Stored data

# # # #

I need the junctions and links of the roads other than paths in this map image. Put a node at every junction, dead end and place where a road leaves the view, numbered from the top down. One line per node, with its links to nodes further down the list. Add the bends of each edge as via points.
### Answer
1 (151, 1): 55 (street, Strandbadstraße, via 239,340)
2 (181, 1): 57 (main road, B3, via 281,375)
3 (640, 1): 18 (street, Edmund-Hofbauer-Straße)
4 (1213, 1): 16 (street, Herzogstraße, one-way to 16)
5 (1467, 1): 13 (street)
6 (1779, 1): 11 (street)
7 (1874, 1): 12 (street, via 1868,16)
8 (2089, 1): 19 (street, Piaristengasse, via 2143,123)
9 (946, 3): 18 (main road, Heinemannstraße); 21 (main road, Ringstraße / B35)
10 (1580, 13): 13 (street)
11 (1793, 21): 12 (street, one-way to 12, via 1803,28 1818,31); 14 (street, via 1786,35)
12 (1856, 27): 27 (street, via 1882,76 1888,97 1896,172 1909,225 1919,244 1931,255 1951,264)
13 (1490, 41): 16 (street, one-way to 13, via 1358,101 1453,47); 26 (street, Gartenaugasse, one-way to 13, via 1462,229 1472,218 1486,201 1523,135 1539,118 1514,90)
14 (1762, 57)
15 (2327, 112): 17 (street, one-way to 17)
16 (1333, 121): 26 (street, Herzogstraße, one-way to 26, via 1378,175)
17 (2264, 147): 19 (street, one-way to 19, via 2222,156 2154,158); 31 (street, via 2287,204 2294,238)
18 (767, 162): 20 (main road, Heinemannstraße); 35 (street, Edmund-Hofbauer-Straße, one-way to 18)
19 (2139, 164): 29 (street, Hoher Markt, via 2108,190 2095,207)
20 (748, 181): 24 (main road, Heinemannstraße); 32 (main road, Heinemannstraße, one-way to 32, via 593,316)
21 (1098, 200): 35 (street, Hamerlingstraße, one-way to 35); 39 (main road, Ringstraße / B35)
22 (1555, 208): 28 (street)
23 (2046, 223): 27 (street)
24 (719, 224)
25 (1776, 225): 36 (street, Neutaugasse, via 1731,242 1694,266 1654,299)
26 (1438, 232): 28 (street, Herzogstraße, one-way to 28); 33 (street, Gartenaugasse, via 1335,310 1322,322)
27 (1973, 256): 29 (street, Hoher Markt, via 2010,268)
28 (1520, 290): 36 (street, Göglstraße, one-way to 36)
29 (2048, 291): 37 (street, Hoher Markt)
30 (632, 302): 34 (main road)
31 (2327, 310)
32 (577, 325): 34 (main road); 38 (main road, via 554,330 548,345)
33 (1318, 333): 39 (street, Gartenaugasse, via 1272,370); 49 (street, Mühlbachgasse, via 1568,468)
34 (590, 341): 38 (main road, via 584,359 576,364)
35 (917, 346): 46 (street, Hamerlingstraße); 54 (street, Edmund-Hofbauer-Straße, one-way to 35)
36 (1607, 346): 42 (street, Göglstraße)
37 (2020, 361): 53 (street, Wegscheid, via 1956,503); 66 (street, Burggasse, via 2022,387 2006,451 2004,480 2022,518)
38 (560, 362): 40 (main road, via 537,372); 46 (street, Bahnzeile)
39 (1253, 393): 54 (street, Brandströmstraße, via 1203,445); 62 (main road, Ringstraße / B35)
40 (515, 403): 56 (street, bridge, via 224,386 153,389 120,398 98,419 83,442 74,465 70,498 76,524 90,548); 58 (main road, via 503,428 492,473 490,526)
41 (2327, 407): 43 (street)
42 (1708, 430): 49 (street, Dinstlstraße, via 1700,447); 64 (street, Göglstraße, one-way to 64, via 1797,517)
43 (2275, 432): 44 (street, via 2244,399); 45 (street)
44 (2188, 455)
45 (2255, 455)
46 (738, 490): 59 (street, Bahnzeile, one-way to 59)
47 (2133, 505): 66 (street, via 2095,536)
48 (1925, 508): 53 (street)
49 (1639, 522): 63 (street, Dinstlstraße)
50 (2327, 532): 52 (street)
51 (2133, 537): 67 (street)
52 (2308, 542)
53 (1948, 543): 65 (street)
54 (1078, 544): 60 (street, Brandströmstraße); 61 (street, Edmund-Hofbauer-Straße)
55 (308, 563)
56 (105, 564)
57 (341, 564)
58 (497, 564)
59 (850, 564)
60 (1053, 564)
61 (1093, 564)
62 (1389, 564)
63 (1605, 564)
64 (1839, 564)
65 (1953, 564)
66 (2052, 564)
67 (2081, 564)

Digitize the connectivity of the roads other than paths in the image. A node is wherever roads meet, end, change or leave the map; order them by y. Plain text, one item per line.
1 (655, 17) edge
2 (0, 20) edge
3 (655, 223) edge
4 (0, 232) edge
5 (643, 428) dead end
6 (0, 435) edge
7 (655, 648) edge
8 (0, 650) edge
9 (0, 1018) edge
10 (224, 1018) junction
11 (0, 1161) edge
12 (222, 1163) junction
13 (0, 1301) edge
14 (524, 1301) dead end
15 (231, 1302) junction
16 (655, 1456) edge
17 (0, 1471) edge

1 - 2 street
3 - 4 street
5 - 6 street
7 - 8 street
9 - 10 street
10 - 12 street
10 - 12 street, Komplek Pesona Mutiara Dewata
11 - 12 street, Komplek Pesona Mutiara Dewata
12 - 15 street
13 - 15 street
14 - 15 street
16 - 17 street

# # # #

▶ [Exercise brief]:
Lines holding the word "Göglstraße" are the answer; copy each one from the records above.

▶ [Solution to the problem]:
28 (1520, 290): 36 (street, Göglstraße, one-way to 36)
36 (1607, 346): 42 (street, Göglstraße)
42 (1708, 430): 49 (street, Dinstlstraße, via 1700,447); 64 (street, Göglstraße, one-way to 64, via 1797,517)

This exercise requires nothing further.